« Pépite du 93 », « Florence Aubenas avec la langue de Jamel Debbouze », « style inimitable entre punch line et argot de banlieue » … pour une partie de la presse, parler de l’ouvrage de Slimane Kader ne semble pas être l’exercice le plus facile de l’année. Parmi les commentateurs restants, certains réussissent à s’écarter des poncifs sur « le jeune de banlieue d’origine immigrée qui… (à compléter par l’activité adéquate) », pour valoriser « un auteur à découvrir ». Ainsi, même si Slimane Kader conserve un style personnel, mélange détonnant de français, argot et anglais engorgé de flow, il gagne enfin son statut d’auteur « tout court » avec ce second récit.
Sensation littéraire 2014, l’écrivain n’en est effectivement pas à son coup d’essai. En 2011, dans « Wam » il faisait le récit épique d’une nuit à Paris. Un « premier roman à se tordre de rire » selon son éditeur.
Dans « Avec vue sous la mer », l’humour reste présent, mais se teinte d’amertume à la lecture de ce voyage dans les cales du tourisme de masse. Slimane Kader restitue avec justesse l’envers du décor des croisières, la vie à bord des paquebots d’un peuple invisible et précaire, damnés de la mer. Travailleurs de misère qui triment sans jamais ou presque voir la lumière du jour, interdits de ponts où se prélassent la clientèle. Coulisses démentes d’un monde flottant où le travail s’organise par ethnies, les humiliations se succèdent sans oublier les cafards ou les horaires ahurissants, le tout dans une promiscuité qui n’encourage pas la fraternité à l’égard de ses camarades de cabine.
Sa description est si vivace, le ton enlevé et le style si particulier que le lecteur plonge au plus profond de cet « esclavage moderne ». En 2016, un jury de spécialistes ne s’y trompe pas et reconnait l’intérêt de ce témoignage en lui décernant le Prix du roman d’entreprise et du travail. Slimane Kader apprend la nouvelle alors qu’il est en mer et réagit alors avec incrédulité. « C’est cool d’avoir un prix même si c’est chelou. Tu fais un taf’ de crevard et on te file une médaille. La vérité j’comprends pas » écrit-il dans un message à son éditeur. En attendant de poursuivre son ascension à bord, déjà entamée en passant de plongeur à steward, Slimane Kader continue ses activités d’auteur. En 2021, son roman « Santa Rosa » s’inspire une nouvelle fois de son expérience. La même année, il est question d’adapter « Avec vue sous mer » au cinéma.

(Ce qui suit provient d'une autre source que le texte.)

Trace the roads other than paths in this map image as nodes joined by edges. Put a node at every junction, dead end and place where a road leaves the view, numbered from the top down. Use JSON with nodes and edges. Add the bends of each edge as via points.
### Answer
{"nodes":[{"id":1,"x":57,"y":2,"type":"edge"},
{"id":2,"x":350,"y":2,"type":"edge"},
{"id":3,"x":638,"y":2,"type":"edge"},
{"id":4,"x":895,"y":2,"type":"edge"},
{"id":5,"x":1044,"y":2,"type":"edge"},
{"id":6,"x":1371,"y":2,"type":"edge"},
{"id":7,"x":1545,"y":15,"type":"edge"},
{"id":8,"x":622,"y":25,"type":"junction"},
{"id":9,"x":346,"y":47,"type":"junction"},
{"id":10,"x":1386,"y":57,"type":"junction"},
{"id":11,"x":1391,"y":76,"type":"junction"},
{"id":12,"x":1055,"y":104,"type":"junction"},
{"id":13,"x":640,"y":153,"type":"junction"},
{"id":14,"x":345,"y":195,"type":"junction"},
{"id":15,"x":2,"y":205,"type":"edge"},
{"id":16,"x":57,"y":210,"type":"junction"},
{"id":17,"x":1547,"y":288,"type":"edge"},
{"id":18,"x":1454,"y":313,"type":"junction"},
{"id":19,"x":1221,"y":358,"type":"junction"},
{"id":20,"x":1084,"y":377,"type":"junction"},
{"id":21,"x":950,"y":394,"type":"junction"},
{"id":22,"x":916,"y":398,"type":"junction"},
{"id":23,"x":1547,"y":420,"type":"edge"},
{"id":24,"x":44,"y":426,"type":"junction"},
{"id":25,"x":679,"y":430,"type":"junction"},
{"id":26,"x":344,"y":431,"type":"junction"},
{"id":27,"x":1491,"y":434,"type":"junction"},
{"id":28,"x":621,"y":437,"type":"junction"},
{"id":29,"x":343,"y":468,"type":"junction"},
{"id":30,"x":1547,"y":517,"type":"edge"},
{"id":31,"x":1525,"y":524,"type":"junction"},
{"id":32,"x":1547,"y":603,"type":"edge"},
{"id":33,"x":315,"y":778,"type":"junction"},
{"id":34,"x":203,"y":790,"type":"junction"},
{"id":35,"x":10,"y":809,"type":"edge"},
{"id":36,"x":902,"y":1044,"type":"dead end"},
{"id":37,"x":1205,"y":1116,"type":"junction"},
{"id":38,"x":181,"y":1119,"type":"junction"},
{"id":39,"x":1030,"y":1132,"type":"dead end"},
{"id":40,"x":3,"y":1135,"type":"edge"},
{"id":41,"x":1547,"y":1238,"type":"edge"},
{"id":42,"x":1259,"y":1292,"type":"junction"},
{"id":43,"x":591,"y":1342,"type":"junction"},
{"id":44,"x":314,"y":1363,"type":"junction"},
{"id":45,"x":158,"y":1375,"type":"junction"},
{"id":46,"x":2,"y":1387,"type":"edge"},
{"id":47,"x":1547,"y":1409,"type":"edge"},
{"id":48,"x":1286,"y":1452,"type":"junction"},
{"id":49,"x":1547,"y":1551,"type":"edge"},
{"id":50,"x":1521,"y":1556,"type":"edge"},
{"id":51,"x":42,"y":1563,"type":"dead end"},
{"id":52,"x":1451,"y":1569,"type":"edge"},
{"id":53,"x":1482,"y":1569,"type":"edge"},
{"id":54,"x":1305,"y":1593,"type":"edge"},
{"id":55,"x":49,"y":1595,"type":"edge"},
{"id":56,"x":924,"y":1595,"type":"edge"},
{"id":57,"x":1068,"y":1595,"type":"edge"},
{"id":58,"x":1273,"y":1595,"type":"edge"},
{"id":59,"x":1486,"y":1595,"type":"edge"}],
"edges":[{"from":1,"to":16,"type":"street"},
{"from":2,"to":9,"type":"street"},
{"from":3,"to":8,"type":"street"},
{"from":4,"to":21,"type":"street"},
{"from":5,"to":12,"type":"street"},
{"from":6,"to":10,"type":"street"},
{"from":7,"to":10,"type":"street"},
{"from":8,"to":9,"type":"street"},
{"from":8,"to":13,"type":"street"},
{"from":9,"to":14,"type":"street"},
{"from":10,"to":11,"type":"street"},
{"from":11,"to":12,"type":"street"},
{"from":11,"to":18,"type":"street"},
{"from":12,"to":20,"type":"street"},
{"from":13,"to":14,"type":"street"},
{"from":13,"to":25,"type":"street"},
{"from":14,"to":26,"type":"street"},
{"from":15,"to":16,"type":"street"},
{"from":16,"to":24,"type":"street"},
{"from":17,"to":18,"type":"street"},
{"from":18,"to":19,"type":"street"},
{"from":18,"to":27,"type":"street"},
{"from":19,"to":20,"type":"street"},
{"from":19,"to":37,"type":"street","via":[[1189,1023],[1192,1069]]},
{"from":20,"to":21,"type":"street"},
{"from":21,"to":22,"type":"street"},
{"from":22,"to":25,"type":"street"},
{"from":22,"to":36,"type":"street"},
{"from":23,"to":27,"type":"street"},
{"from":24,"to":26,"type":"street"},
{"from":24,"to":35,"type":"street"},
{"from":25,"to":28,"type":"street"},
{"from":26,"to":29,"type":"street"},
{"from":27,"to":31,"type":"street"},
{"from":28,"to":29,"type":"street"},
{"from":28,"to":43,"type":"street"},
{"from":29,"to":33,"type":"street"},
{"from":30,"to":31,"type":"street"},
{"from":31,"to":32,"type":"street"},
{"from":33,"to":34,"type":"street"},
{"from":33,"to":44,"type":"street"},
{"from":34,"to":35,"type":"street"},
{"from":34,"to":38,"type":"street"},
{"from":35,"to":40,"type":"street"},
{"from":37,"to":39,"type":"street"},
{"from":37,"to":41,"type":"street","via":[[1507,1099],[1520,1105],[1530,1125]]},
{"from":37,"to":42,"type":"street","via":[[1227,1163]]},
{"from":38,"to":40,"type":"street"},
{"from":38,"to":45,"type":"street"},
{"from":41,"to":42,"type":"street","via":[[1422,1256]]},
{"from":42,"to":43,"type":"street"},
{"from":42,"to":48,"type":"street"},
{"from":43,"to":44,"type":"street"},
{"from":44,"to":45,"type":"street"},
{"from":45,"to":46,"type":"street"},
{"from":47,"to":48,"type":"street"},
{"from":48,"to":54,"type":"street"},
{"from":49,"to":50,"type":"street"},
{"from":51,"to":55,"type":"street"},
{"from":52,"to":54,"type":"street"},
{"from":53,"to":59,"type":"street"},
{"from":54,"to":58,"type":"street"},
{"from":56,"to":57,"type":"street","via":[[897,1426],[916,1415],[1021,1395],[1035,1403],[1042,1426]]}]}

Pendant ce temps, le mystère Slimane Kader perdure. Sur sa photographie, l’auteur apparaît dissimulé sous une couscoussière ou marmite, selon les observateurs. Il écrit sous pseudonyme et souhaite conserver son anonymat. Tout juste arrive-t-on à trouver quelques bribes d’informations biographiques sur Internet, toujours les mêmes : « Fils d’immigré, il a grandi en banlieue parisienne. Renvoyé de chez Buffalo grill pour avoir refusé de se déguiser en père Noël, il travaille aujourd’hui à la plonge sur un bateau de croisière en mer des Caraïbes »…
Résumé
« Tu connais le Pyramidia dans le 77 ? C’est un hôtel. Et c’est là que tout commence. Dans un hall. Entre un comptoir et deux ficus. Face à un panneau où il y a écrit « Magic Cruising Espace Rencontre. »
Un matin, Slimane Kader décide de s’engager sur un bateau de croisière en mer des Caraïbes. Fini la cité du 9-3, direction Miami, mais pas pour le farniente et les palmiers. Il se retrouve homme à tout faire dans une ville flottante transportant 8000 passagers. 6000 ont vue sur la mer : les touristes. 2000 vivent sous la mer : des esclaves modernes, employés pour répondre aux désirs des étages supérieurs. Les Chinois aux cuisines, les Indiens à la buanderie, les Mauriciens au service, les Chicanos au nettoyage. Slimane, jeune Français originaire de Kabylie, est au bas de l’échelle, le « joker ». Appelé là où il faut des renforts, il fait tout, et raconte tout. Voici la face immergée du tourisme de masse.
Mais Avec vue sous la mer est plus qu’un témoignage. C’est un geste littéraire. Dans sa langue drue, vivace, et avec un humour cinglant, Slimane Kader signe une comédie noire qui en dit long sur notre époque.